The understanding of the pathophysiology of angioedema (AE) has significantly advanced over the past decade, particularly in hereditary angioedema (HAE), in which, in addition to mutations in the gene encoding C1-esterase inhibitor, several novel mutations have been identified in proteins involved in blood enzyme cascades (e.g., factor XII, plasminogen, and angiopoietin). The deficiency or dysfunction of specific regulatory enzymes disrupts the balance between interconnected plasma cascade systems, including the kallikrein–kinin system, the renin–angiotensin system, the contact activation pathway of coagulation, fibrinolysis, and the complement pathway. This imbalance results in excessive bradykinin production, leading to increased vascular permeability and the clinical manifestation of angioedema.

In contrast, histamine-mediated angioedema is primarily driven by immune mechanisms, including allergic or autoimmune reactions that induce mast cell and basophil activation with subsequent release of histamine and other vasoactive mediators. These processes lead to vasodilation and increased vascular permeability through pathways distinct from bradykinin-mediated forms. Nevertheless, increasing evidence suggests that inflammatory and coagulation pathways interact closely in both histaminergic angioedema and chronic urticaria (CU).

The involvement of coagulation mechanisms in the pathogenesis of chronic urticaria, with or without associated angioedema, has been recognized for many years, and therapeutic attempts aimed at modulating these pathways have been reported. Clinical observations indicate beneficial effects of coagulation blockade in hereditary angioedema, particularly with antifibrinolytic agents such as tranexamic acid. However, the mechanisms by which coagulation factors contribute to the activation of cutaneous mast cells and circulating basophils in chronic non-hereditary angioedema remain insufficiently clarified. Similarly, the biological mechanisms underlying the occurrence of isolated angioedema compared with angioedema associated with urticaria (AE/Urt) are not fully understood.

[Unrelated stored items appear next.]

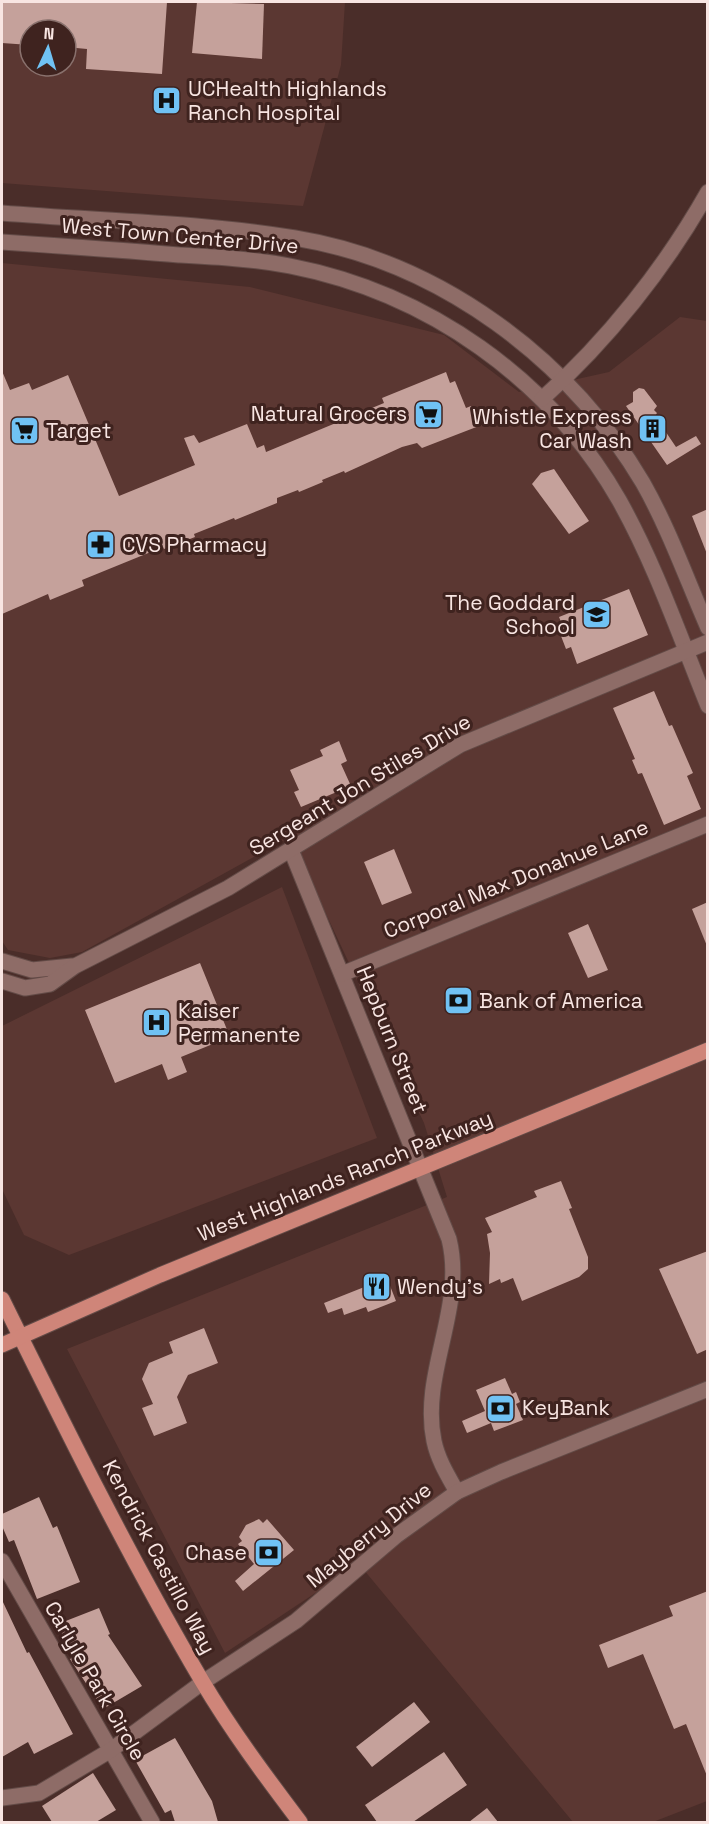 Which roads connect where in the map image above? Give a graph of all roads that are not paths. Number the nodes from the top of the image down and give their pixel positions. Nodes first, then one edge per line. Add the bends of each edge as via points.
1 (708, 192) edge
2 (2, 213) edge
3 (702, 214) edge
4 (2, 242) edge
5 (564, 380) junction
6 (542, 399) junction
7 (708, 628) edge
8 (708, 642) edge
9 (686, 652) junction
10 (708, 706) edge
11 (708, 824) edge
12 (291, 850) junction
13 (2, 961) edge
14 (75, 966) junction
15 (342, 974) junction
16 (2, 981) edge
17 (708, 1050) edge
18 (422, 1167) junction
19 (2, 1299) edge
20 (20, 1336) junction
21 (2, 1345) edge
22 (708, 1389) edge
23 (457, 1492) junction
24 (2, 1561) edge
25 (203, 1682) junction
26 (111, 1750) junction
27 (2, 1798) edge
28 (152, 1822) edge
29 (300, 1822) edge

1 - 3 street
2 - 5 street, West Town Center Drive via 262,233 346,250 396,267 455,296 506,330
3 - 5 street
4 - 6 street, West Town Center Drive via 255,261 336,277 389,296 442,322 503,364
5 - 6 street
5 - 7 street, West Town Center Drive via 642,482
6 - 9 street, West Town Center Drive via 585,448 618,500
8 - 9 street, Sergeant Jon Stiles Drive
9 - 10 street, West Town Center Drive
9 - 12 street, Sergeant Jon Stiles Drive via 460,746
11 - 15 street, Corporal Max Donahue Lane
12 - 14 street, Sergeant Jon Stiles Drive via 215,895
12 - 15 street, Hepburn Street
13 - 14 street, Sergeant Jon Stiles Drive via 32,970
14 - 16 street, Sergeant Jon Stiles Drive via 42,987 25,988
15 - 18 street, Hepburn Street
17 - 18 main road, West Highlands Ranch Parkway
18 - 20 main road, West Highlands Ranch Parkway
18 - 23 street, Hepburn Street via 453,1261 453,1290 431,1421 437,1452
19 - 20 main road, Kendrick Castillo Way
20 - 21 main road, West Highlands Ranch Parkway
20 - 25 main road, Kendrick Castillo Way
22 - 23 street, Mayberry Drive
23 - 25 street, Mayberry Drive via 396,1536 296,1621
24 - 26 street, Carlyle Park Circle
25 - 26 street, Mayberry Drive
25 - 29 main road, Kendrick Castillo Way
26 - 27 street, Mayberry Drive via 39,1793
26 - 28 street, Carlyle Park Circle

Although the overall pathogenesis of chronic urticaria and chronic angioedema is complex and incompletely elucidated, current evidence highlights several important contributors. These include IgE- and IgG-mediated autoantibody responses leading to mast cell and basophil activation, activation of the coagulation and complement cascades, and interactions with infectious agents, cytokines, and other immunological mediators [1,2,3]. In clinical practice, reliable biomarkers that could differentiate hereditary from non-hereditary forms of angioedema are still lacking [4], as are markers capable of distinguishing between patients with chronic AE/Urt) and patients with isolated AE.

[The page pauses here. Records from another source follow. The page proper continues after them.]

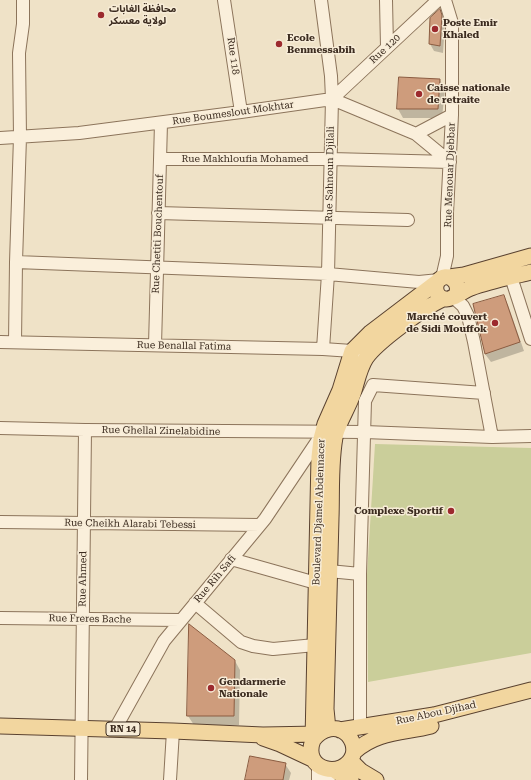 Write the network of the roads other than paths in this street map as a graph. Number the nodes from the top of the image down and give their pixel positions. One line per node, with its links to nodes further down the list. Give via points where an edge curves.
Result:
1 (23, 0): 13 (street, via 19,53)
2 (224, 0): 9 (street, Rue 118)
3 (321, 0): 8 (street, Rue Sahnoun Djilali)
4 (386, 0): 7 (street)
5 (438, 0): 7 (street, Rue 120)
6 (445, 0): 10 (street, Rue Menouar Djebbar, via 452,23)
7 (388, 47): 8 (street, Rue 120)
8 (332, 99): 9 (street, Rue Boumeslout Mokhtar); 12 (street); 16 (street, Rue Sahnoun Djilali)
9 (241, 112): 11 (street, Rue Boumeslout Mokhtar)
10 (452, 115): 12 (street); 17 (street, Rue Menouar Djebbar)
11 (161, 123): 13 (street, Rue Boumeslout Mokhtar); 15 (street, Rue Chetiti Bouchentouf)
12 (416, 134): 17 (street)
13 (20, 137): 14 (street, Rue Boumeslout Mokhtar); 22 (street)
14 (0, 138)
15 (160, 159): 16 (street, Rue Makhloufia Mohamed); 18 (street, Rue Chetiti Bouchentouf)
16 (331, 160): 17 (street, Rue Makhloufia Mohamed); 19 (street, Rue Sahnoun Djilali)
17 (450, 162): 27 (street, Rue Menouar Djebbar, via 447,213)
18 (158, 213): 19 (street); 23 (street, Rue Chetiti Bouchentouf)
19 (329, 218): 20 (street); 25 (street, Rue Sahnoun Djilali)
20 (408, 220)
21 (531, 256): 27 (main road, Boulevard Djamel Abdennacer)
22 (16, 262): 23 (street); 30 (street)
23 (157, 268): 25 (street); 31 (street, Rue Chetiti Bouchentouf)
24 (531, 272): 26 (main road, Boulevard Djamel Abdennacer)
25 (328, 274): 27 (street); 32 (street, Rue Sahnoun Djilali)
26 (511, 277): 27 (main road, Boulevard Djamel Abdennacer, via 473,287); 28 (street)
27 (448, 285): 33 (main road, Boulevard Djamel Abdennacer, via 370,333); 34 (main road, Boulevard Djamel Abdennacer, via 431,305 374,348); 35 (street, via 468,316)
28 (531, 339)
29 (0, 342): 30 (street, Rue Benallal Fatima)
30 (15, 342): 31 (street, Rue Benallal Fatima)
31 (155, 345): 32 (street, Rue Benallal Fatima)
32 (323, 349): 33 (street, Rue Benallal Fatima)
33 (352, 351): 34 (street, Rue Benallal Fatima); 39 (main road, Boulevard Djamel Abdennacer)
34 (367, 357): 39 (main road, Boulevard Djamel Abdennacer, via 359,372 353,393)
35 (484, 393): 38 (street, via 374,385 365,401); 41 (street)
36 (0, 428): 37 (street, Rue Ghellal Zinelabidine)
37 (85, 430): 39 (street, Rue Ghellal Zinelabidine); 43 (street, Rue Ahmed)
38 (365, 432): 39 (street, Rue Ghellal Zinelabidine); 41 (street, Rue Ghellal Zinelabidine); 47 (street)
39 (329, 433): 44 (street, Rue Rih Safi); 46 (main road, Boulevard Djamel Abdennacer, via 333,457); 48 (main road, Boulevard Djamel Abdennacer, via 319,457)
40 (531, 436): 41 (street, Rue Ghellal Zinelabidine)
41 (492, 437)
42 (0, 522): 43 (street, Rue Cheikh Alarabi Tebessi)
43 (84, 523): 44 (street, Rue Cheikh Alarabi Tebessi); 51 (street, Rue Ahmed)
44 (260, 525): 45 (street, Rue Rih Safi)
45 (231, 559): 48 (street); 49 (street, Rue Rih Safi)
46 (329, 571): 47 (street); 61 (main road, Boulevard Djamel Abdennacer, via 326,709)
47 (360, 574): 58 (street)
48 (316, 583): 53 (main road, Boulevard Djamel Abdennacer)
49 (195, 603): 52 (street, Rue Rih Safi); 53 (street, via 241,642 273,649)
50 (0, 618): 51 (street, Rue Freres Bache)
51 (83, 619): 52 (street, Rue Freres Bache); 57 (street, Rue Ahmed)
52 (180, 620): 59 (street, Rue Rih Safi, via 164,641)
53 (315, 645): 61 (main road, Boulevard Djamel Abdennacer)
54 (531, 690): 58 (main road, Rue Abou Djihad, via 434,715)
55 (531, 700): 63 (main road, Rue Abou Djihad, via 423,728 380,736 366,742)
56 (0, 726): 57 (main road, RN 14)
57 (82, 728): 59 (main road, RN 14); 66 (street, Rue Ahmed)
58 (360, 728): 61 (main road, Rue Abou Djihad)
59 (115, 729): 60 (main road, RN 14)
60 (173, 730): 62 (main road, RN 14); 67 (street)
61 (322, 733): 62 (main road, RN 14); 63 (main road, via 346,734 351,739); 64 (main road, via 310,752)
62 (247, 734): 64 (main road, RN 14, via 280,744)
63 (353, 756): 65 (main road, via 342,770); 69 (main road, via 361,771)
64 (316, 768): 65 (main road)
65 (332, 775): 68 (main road)
66 (81, 780)
67 (170, 780)
68 (351, 780)
69 (376, 780)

Both clinical entities have been associated with elevated systemic inflammatory markers, including C-reactive protein (CRP) and erythrocyte sedimentation rate (ESR), particularly during periods of active disease, while significantly lower levels are typically observed during remission [5,6]. In angioedema associated with urticaria, activation of skin mast cells via the extrinsic coagulation pathway has been proposed as a key pathophysiological mechanism. This activation may be driven by a combined effect of infectious stimuli, histamine release, and tissue factor-inducing cytokines such as tumor necrosis factor alpha (TNF-α), interleukin-1 beta (IL-1β), vascular endothelial growth factor (VEGF), and interleukin-33 (IL-33), which collectively contribute to endothelial dysfunction and increased vascular permeability [1,7,8,9,10,11,12].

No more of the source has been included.